Records to process:
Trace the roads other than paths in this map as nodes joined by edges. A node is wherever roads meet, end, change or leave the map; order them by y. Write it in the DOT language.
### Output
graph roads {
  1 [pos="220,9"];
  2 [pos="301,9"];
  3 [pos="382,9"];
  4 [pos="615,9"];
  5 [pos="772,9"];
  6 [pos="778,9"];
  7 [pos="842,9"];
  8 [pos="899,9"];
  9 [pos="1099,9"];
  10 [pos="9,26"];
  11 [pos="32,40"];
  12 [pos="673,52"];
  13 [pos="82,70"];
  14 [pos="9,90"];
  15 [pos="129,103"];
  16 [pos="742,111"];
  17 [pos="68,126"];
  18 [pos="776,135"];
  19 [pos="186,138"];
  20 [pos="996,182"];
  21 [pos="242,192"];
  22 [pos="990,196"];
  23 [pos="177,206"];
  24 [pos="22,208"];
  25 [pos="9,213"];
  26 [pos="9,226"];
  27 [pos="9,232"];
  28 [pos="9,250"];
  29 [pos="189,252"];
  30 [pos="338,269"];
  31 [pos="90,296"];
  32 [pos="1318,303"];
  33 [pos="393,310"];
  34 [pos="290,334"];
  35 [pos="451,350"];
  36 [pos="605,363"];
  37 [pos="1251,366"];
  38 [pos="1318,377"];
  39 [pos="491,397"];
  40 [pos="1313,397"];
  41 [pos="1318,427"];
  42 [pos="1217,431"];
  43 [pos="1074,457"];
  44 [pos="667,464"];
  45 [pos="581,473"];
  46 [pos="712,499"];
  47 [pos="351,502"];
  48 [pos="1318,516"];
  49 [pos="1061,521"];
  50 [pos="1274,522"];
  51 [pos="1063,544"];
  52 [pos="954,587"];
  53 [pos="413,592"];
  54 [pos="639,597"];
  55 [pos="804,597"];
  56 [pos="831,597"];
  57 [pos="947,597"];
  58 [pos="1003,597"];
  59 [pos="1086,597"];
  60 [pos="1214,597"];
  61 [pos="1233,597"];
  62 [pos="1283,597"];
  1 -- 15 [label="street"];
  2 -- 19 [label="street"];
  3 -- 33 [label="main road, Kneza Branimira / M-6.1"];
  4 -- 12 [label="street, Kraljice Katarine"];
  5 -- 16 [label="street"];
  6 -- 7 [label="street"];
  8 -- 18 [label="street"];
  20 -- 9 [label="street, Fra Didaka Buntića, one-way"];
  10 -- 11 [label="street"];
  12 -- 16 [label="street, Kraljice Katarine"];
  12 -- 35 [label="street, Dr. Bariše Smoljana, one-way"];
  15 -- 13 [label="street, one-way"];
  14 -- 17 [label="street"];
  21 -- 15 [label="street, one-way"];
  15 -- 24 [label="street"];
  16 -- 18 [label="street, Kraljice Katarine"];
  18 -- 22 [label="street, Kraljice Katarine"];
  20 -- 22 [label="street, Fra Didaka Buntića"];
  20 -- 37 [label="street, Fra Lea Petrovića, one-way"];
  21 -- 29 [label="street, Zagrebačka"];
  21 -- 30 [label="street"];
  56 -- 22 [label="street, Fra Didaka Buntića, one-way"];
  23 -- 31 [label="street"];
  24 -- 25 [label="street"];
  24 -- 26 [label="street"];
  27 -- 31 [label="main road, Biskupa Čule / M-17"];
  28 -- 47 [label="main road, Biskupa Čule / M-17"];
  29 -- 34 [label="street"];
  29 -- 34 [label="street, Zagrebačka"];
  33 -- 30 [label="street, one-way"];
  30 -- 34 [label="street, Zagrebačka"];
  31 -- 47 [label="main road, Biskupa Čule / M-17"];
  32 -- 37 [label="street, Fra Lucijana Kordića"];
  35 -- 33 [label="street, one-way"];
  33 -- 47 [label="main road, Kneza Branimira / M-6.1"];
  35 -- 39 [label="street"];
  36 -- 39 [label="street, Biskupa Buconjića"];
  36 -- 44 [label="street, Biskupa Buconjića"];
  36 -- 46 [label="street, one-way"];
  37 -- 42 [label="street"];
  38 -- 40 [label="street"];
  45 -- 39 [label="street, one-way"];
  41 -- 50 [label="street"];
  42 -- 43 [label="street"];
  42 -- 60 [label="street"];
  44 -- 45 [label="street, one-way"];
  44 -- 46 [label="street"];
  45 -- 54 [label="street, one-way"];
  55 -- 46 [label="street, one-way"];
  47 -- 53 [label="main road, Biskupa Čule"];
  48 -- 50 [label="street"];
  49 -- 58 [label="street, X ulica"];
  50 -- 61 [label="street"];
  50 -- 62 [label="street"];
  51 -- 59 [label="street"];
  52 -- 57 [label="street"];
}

Exercise details:
All lines above that contain the word "Buntića" are to be copied.

Problem solution:
  20 -- 9 [label="street, Fra Didaka Buntića, one-way"];
  20 -- 22 [label="street, Fra Didaka Buntića"];
  56 -- 22 [label="street, Fra Didaka Buntića, one-way"];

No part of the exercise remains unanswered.